We intend to engage in private placement offerings from time to time to provide
us with working capital to pay down certain of our debt obligations, for other
general corporate and operations uses, and to enable us to pursue our strategy
to develop and acquire bottled water and New Age beverage brands and
distribution platforms. In the event that we cannot obtain additional funds when
needed, however, we may be forced to renegotiate some or all of our debt and
curtail or cease some or all of our activities.

Whereas the Company believes it will be successful with its plans, due to market
factors and economic conditions, no assurance can be given that financing will
be available on favorable terms or at all.

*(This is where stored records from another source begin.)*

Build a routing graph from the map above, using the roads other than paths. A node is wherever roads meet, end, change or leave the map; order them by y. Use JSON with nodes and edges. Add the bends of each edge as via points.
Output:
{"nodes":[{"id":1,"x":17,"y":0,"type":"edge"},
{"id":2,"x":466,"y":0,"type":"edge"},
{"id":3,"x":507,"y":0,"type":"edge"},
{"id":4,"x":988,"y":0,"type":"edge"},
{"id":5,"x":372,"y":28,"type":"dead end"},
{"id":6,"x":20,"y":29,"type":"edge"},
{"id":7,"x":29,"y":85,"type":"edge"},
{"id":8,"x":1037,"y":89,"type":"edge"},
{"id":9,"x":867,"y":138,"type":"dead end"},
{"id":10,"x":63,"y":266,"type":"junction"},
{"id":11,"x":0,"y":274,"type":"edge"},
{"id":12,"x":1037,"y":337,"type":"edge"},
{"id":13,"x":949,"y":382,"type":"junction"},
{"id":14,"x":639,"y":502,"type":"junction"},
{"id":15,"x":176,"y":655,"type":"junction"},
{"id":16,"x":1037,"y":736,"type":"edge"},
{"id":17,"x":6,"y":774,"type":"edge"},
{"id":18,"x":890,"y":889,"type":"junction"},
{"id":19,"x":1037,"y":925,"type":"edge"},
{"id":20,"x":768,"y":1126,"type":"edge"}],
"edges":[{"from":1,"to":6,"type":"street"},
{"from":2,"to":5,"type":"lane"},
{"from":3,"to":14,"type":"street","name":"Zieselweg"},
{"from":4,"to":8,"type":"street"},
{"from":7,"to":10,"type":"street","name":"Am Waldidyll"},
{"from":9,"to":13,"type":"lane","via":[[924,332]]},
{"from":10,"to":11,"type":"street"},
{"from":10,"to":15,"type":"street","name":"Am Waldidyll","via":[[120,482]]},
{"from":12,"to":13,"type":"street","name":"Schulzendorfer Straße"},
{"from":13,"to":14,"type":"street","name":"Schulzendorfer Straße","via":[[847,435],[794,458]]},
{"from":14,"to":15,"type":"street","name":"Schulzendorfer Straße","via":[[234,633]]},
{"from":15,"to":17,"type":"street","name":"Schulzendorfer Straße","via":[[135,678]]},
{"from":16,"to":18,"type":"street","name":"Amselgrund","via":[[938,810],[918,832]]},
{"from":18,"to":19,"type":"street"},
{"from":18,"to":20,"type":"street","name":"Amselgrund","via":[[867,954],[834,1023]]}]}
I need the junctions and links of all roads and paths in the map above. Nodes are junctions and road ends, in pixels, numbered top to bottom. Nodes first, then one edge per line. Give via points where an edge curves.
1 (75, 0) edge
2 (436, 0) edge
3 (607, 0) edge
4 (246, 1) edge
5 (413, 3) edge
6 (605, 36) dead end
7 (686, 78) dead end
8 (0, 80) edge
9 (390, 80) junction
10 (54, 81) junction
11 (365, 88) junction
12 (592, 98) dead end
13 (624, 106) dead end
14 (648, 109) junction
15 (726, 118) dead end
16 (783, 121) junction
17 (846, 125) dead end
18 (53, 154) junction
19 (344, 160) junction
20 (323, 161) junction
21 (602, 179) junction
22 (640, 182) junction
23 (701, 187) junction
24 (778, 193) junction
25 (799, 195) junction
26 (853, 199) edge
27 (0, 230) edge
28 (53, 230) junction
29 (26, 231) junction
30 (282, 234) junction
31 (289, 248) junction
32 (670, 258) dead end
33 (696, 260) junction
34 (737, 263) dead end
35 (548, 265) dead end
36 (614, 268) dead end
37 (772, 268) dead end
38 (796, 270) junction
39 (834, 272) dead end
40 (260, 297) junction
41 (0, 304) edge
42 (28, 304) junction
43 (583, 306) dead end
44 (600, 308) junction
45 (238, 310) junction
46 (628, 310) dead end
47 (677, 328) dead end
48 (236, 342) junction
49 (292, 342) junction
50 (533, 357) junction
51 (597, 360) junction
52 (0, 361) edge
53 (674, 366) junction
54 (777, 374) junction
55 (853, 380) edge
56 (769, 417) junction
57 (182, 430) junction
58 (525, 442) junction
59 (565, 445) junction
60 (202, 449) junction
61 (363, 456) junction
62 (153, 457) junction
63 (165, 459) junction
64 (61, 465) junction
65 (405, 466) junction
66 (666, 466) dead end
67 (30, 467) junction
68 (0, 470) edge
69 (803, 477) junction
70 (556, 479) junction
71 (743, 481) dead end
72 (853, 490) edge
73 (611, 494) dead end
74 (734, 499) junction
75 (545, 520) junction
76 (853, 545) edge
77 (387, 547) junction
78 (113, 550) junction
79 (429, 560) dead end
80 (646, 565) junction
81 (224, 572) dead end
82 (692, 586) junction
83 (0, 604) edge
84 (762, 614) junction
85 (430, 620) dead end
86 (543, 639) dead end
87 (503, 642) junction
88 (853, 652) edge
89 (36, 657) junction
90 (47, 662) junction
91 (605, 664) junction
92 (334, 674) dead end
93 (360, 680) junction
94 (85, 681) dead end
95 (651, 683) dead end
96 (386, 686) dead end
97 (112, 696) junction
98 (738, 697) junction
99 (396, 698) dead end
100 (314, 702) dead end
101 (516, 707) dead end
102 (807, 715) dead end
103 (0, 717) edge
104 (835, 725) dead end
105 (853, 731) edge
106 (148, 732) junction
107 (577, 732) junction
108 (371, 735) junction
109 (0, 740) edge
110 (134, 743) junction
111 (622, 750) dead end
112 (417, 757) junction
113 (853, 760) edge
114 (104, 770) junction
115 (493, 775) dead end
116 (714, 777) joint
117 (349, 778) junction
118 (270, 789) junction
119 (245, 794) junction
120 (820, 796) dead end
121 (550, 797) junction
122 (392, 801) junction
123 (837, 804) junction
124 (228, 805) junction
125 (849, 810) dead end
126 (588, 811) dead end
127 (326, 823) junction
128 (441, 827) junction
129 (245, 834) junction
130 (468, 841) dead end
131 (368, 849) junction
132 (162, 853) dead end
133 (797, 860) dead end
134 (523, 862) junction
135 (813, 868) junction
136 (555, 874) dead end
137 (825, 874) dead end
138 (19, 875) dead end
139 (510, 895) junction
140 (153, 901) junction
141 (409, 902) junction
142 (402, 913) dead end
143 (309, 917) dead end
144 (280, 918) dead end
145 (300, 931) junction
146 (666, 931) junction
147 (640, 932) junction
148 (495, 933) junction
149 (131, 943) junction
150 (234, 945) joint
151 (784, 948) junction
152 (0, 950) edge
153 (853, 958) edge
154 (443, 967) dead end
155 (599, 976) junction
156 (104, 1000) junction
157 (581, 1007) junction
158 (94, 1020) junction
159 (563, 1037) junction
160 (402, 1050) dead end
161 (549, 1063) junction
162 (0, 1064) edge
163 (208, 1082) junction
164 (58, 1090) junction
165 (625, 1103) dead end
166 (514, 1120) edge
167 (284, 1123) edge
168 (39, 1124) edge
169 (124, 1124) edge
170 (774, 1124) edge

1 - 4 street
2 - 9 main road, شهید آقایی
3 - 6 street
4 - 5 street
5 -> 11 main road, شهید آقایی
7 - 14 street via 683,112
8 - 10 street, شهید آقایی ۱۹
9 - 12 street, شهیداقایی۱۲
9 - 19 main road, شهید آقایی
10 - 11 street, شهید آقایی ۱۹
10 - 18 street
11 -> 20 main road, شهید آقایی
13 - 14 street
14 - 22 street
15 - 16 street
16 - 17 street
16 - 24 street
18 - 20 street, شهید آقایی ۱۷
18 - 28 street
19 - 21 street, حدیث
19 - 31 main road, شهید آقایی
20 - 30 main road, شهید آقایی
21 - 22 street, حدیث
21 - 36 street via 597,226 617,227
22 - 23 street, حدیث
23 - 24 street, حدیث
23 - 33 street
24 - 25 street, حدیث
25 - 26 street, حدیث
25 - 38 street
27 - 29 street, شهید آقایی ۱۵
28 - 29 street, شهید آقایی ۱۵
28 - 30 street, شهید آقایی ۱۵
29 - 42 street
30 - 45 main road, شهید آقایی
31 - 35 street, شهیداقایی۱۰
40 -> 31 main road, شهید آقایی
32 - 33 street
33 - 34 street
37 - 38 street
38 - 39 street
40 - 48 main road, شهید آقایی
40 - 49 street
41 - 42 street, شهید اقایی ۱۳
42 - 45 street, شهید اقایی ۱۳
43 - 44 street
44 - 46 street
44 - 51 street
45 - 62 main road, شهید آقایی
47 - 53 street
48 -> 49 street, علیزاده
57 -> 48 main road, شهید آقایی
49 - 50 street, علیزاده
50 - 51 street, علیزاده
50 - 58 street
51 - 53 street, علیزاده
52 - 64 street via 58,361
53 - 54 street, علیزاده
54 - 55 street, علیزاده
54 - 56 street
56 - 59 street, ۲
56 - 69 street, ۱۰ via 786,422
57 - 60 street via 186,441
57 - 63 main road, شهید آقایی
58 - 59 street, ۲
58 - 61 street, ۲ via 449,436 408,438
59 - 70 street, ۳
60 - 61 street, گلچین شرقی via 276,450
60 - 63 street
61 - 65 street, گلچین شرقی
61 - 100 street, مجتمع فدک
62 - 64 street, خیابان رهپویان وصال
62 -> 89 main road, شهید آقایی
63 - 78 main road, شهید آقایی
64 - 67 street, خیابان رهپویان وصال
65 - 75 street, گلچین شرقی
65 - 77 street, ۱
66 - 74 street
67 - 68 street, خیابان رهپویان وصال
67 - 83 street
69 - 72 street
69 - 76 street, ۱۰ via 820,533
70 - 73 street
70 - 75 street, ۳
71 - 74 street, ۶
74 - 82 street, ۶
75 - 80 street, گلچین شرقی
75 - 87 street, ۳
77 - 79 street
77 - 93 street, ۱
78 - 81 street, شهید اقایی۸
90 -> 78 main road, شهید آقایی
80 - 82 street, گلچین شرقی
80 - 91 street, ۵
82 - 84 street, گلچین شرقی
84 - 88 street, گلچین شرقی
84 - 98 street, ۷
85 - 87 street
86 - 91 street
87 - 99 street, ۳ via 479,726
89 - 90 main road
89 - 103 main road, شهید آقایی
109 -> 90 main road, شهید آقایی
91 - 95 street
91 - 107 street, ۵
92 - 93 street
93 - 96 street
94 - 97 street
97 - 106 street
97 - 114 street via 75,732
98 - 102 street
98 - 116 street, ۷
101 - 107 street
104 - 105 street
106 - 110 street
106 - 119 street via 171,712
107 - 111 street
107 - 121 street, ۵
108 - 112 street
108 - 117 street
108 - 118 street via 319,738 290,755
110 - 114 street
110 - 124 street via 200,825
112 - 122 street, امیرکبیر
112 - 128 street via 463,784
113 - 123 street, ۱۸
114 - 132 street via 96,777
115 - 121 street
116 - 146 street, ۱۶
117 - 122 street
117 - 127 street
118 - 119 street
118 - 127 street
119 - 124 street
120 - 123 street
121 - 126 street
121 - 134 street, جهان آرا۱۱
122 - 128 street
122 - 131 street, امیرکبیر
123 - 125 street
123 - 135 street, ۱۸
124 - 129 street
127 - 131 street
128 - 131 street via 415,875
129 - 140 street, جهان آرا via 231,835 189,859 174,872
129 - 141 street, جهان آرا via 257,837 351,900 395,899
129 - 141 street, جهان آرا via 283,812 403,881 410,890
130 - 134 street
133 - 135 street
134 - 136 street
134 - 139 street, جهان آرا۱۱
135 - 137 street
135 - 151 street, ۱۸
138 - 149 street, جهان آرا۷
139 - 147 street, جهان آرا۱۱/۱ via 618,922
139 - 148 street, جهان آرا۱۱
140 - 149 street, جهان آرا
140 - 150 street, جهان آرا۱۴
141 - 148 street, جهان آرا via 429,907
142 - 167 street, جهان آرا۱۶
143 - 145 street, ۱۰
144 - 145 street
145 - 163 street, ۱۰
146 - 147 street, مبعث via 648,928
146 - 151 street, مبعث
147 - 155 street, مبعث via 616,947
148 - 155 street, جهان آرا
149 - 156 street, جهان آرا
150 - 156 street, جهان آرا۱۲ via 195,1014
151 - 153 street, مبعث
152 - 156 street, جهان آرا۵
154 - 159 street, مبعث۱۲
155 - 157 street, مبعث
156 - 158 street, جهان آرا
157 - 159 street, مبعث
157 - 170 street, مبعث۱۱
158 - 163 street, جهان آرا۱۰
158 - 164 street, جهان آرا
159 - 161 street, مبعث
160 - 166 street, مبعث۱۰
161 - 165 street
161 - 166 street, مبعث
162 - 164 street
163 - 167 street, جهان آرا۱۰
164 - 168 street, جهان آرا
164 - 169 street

The financial statements do not include any adjustments related to
recoverability and classification of assets carrying amounts or the amount and
classification of liabilities that might result should the Company be unable to
continue as a going concern.

NOTE 10: RELATED PARTY TRANSACTIONS

At December 31, 2007, $136,525 in compensation was owed Mr. Pearring and is
included in accrued expenses. At December 31, 2007, Mr. Pearring had loaned the
Company $36,900 and is also owed $13,179 in expense reimbursements, both of
which are included in non-interest bearing advances from an officer.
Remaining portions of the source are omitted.